You do explain it, it is just the question’s phrasing that is a little confusing.

arunslb123 · April 15, 2020, 1:05am

A minor thing. In Lesson 4 from the book, pandas background gradient applied in row-wise. For example, df.iloc[10,16] which is 22 dark.

Seaborn considers all the numbers in the dataframe for applying gradient. The same number 22 is light now.

ilovescience · April 15, 2020, 1:18am

Is this post going to be a wiki for the community to add resources?

init_27 · April 15, 2020, 1:19am

I’ve wiki-fied it

SMEissa · April 15, 2020, 1:29am

Is there a plan to work in a smaller groups?

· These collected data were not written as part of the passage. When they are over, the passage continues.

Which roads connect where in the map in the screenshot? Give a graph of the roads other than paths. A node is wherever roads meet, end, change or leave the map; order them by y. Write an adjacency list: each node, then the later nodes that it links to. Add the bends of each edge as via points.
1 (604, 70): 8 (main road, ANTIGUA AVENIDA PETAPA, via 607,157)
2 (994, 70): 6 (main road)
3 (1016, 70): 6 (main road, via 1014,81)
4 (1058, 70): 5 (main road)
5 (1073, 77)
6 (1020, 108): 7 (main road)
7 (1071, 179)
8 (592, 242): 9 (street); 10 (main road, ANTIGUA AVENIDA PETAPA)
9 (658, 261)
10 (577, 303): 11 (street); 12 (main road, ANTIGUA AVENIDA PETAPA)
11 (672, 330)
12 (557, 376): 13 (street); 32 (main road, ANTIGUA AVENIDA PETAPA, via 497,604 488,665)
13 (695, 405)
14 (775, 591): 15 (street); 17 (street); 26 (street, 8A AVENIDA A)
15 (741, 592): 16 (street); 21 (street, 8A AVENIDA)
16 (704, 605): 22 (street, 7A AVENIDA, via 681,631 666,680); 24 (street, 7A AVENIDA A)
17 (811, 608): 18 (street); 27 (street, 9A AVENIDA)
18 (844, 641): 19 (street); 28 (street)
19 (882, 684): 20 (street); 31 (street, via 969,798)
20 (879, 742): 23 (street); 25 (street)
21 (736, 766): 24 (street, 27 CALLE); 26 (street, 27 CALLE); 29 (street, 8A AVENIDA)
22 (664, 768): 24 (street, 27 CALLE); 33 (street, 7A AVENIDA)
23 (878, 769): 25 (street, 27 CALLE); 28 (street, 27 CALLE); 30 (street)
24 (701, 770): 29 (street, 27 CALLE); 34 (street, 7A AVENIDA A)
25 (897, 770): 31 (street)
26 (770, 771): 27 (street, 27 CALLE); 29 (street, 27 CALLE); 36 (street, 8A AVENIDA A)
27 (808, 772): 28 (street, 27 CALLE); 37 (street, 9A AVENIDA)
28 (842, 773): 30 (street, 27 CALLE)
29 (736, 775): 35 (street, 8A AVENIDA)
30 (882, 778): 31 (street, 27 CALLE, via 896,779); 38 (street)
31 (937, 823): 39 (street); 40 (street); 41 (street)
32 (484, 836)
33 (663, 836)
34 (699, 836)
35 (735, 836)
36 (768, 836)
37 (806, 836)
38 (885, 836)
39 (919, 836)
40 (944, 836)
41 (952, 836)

init_27 · April 15, 2020, 1:30am

@SMEissa there are a few smaller groups that are active-please check the study groups section, we have a book reading group and a Mid-Level API ones that are active.

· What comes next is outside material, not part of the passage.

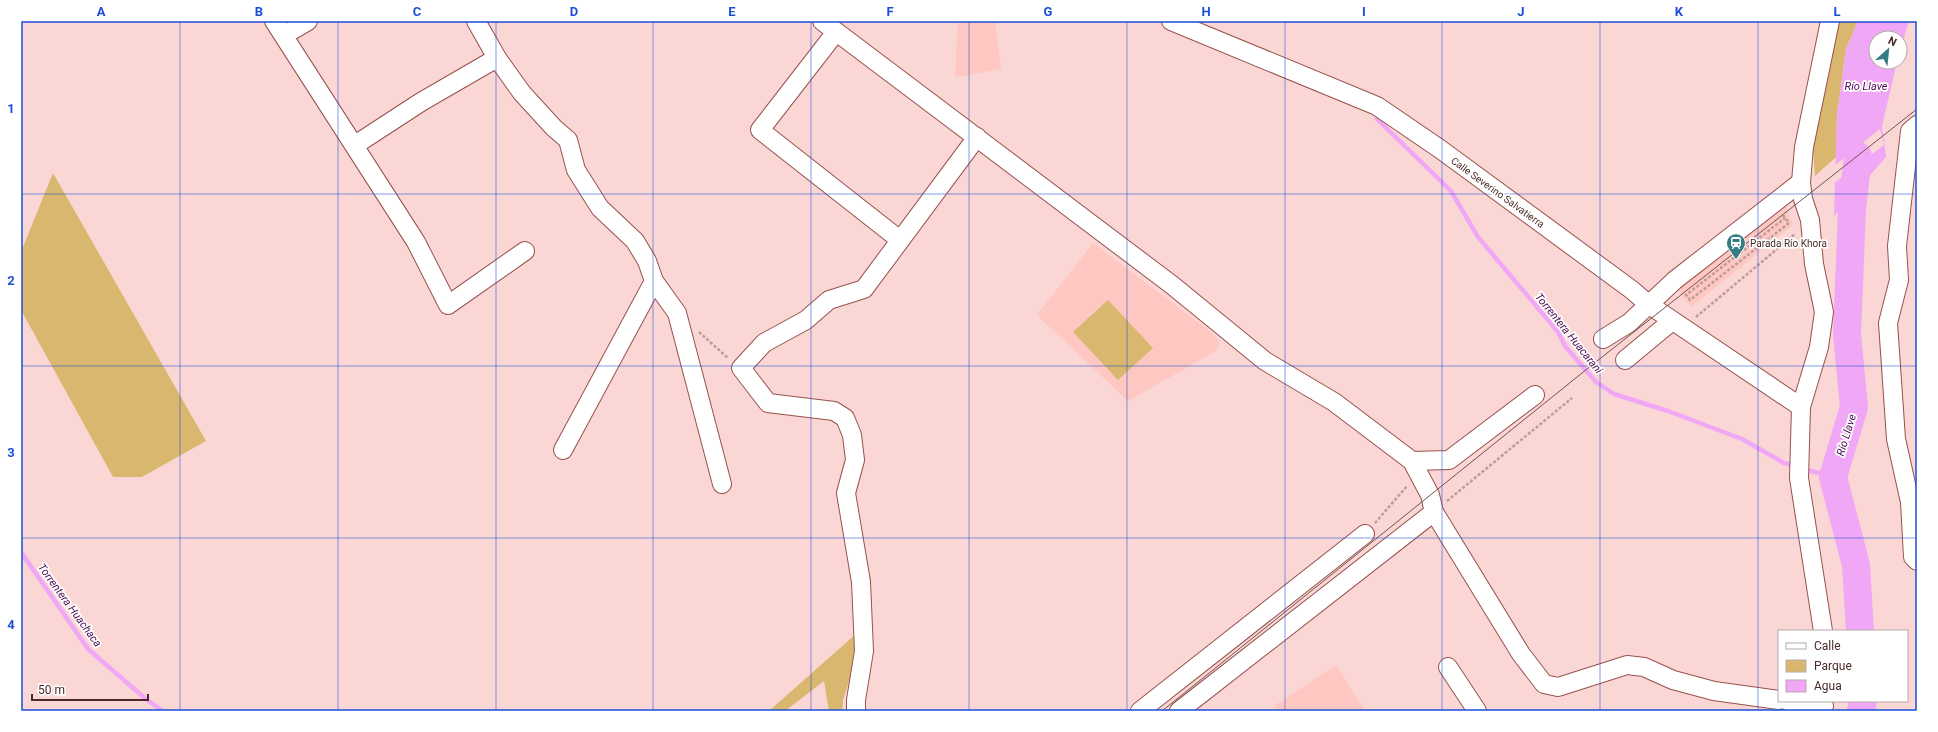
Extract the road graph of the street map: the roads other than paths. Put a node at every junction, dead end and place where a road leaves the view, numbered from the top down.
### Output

There are few open collaborations created by Radek. If you find something interesting and want to start a group-please do so!

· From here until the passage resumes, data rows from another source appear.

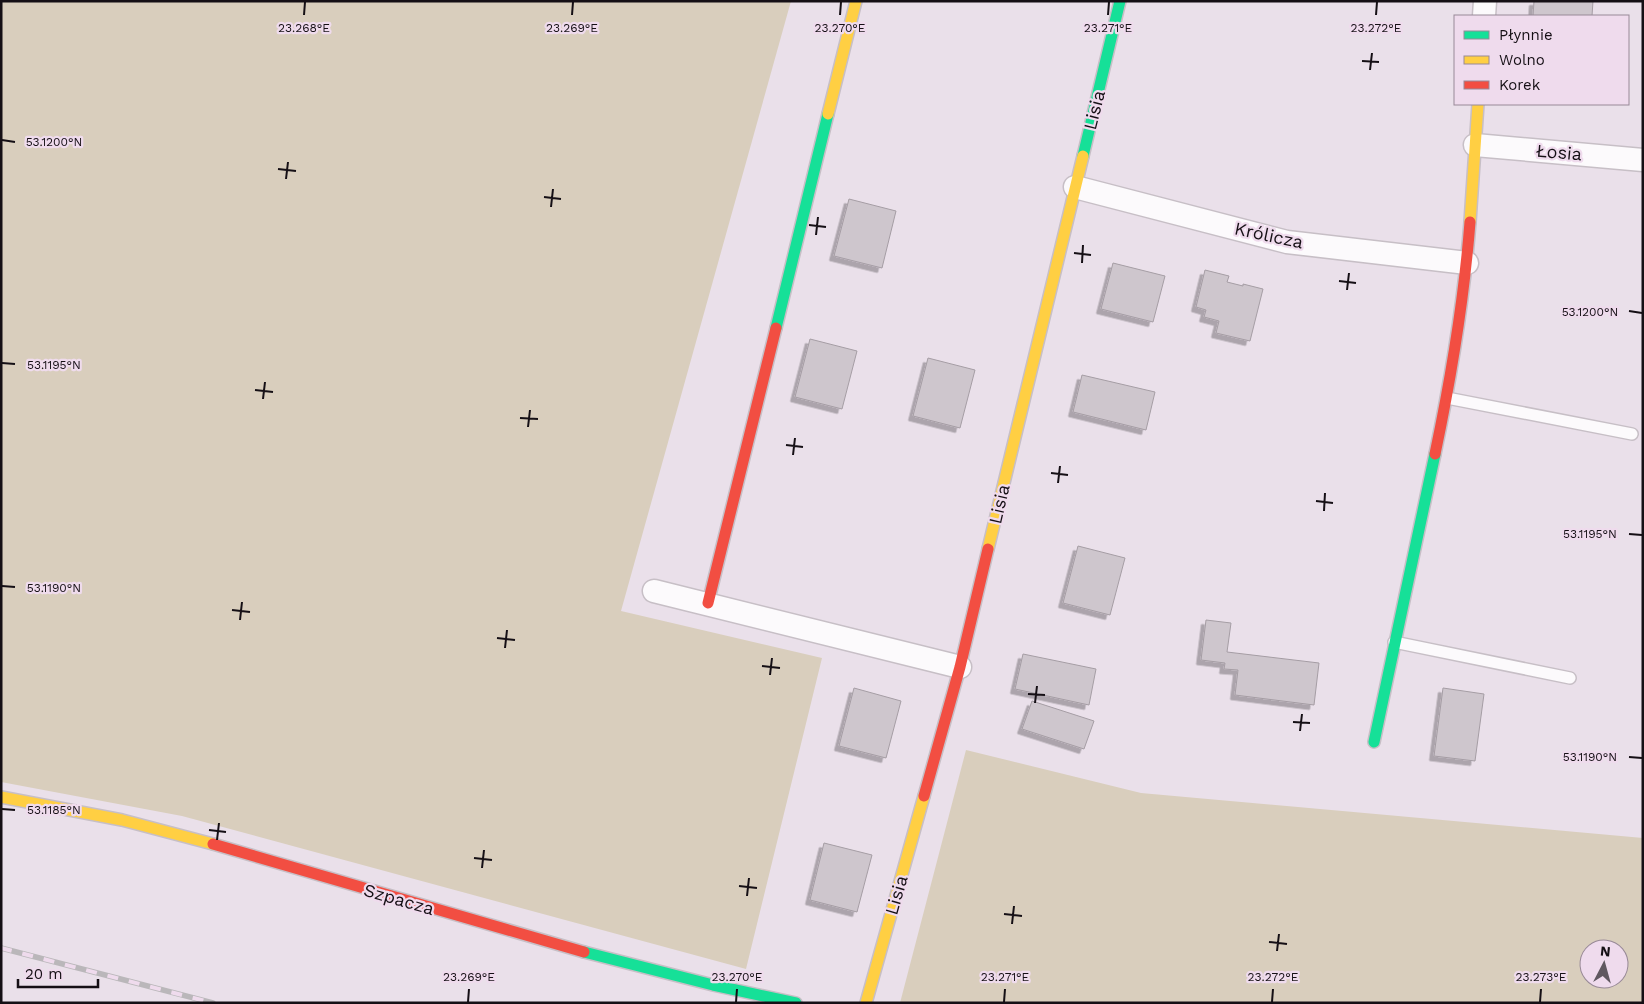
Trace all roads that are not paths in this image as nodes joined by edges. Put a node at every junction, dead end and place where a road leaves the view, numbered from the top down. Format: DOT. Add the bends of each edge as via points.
graph roads {
  1 [pos="856,1"];
  2 [pos="1120,1"];
  3 [pos="1485,1"];
  4 [pos="1484,15"];
  5 [pos="1478,105"];
  6 [pos="1475,145"];
  7 [pos="1643,160"];
  8 [pos="1075,187"];
  9 [pos="1467,263"];
  10 [pos="1447,398"];
  11 [pos="1632,434"];
  12 [pos="654,591"];
  13 [pos="708,604"];
  14 [pos="1394,642"];
  15 [pos="960,667"];
  16 [pos="1570,678"];
  17 [pos="1374,742"];
  18 [pos="1,797"];
  19 [pos="796,1003"];
  20 [pos="866,1003"];
  1 -- 13 [label="street"];
  2 -- 8 [label="street, Lisia"];
  3 -- 4 [label="street"];
  5 -- 6 [label="street"];
  6 -- 7 [label="street, Łosia"];
  6 -- 9 [label="street"];
  8 -- 9 [label="street, Królicza" via="1287,242"];
  8 -- 15 [label="street, Lisia"];
  9 -- 10 [label="street"];
  10 -- 11 [label="lane"];
  10 -- 14 [label="street"];
  12 -- 13 [label="street"];
  13 -- 15 [label="street"];
  14 -- 16 [label="lane"];
  14 -- 17 [label="street"];
  15 -- 20 [label="street, Lisia"];
  18 -- 19 [label="street, Szpacza" via="137,824 574,949"];
}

Blowoffvalve · April 15, 2020, 1:31am

@rachel, Jeremy’s mic isn’t working

gamino · April 15, 2020, 1:32am

Yes, Text is good

Albertotono · April 15, 2020, 1:34am

Are you also meeting this weekend? it would be great

init_27 · April 15, 2020, 1:35am

I’m not sure yet-but I’ll update the respective wikis

vijaysai · April 15, 2020, 1:36am

Whats the difference between Gradient Descent and Stochastic Gradient Descent ? Is there something that I should particularly remember ?

sgugger · April 15, 2020, 1:37am

Gradient descent is when you use all your data to compute the gradients, then update your weights. Stochastic gradient descent is when you use mini-batches with random samples of your training set to compute the gradients, then update your weights.

init_27 · April 15, 2020, 1:39am

To add: I remember it as: The “stochastic-ness” comes from the batches

ram_cse · April 15, 2020, 1:43am

Technically:
Gradient Descent ==> Gradient is calculated using Whole data
Stochastic Gradient Descent ==> Gradient is calculated using one sample of data
Mini Batch Gradient Descent ==> Gradient is calculated using batch(generally given by batch-size) of data

Traditionally, we call mini-batch gradient descent as SGD.

sgugger · April 15, 2020, 1:46am

I don’t really like this terminology that is pretty old (and absolutely no one does true stochastic gradient descent anyway). When we say stochastic gradient descent, it’s the mini-batch gradient descent (and usually, when people that want to refer to the stochastic gradient descent of this definition, they say true stochastic gradient descent).

miko · April 15, 2020, 1:48am

Why did we reshape the images from a matrix into a vector?

sgugger · April 15, 2020, 1:49am

To be able to do a matrix multiplication with the set of those images by our weights: you can’t multiply a tensor of size N x 28 x 28 by some weights, but you can multiply a tensor of size N x 784 by some weights.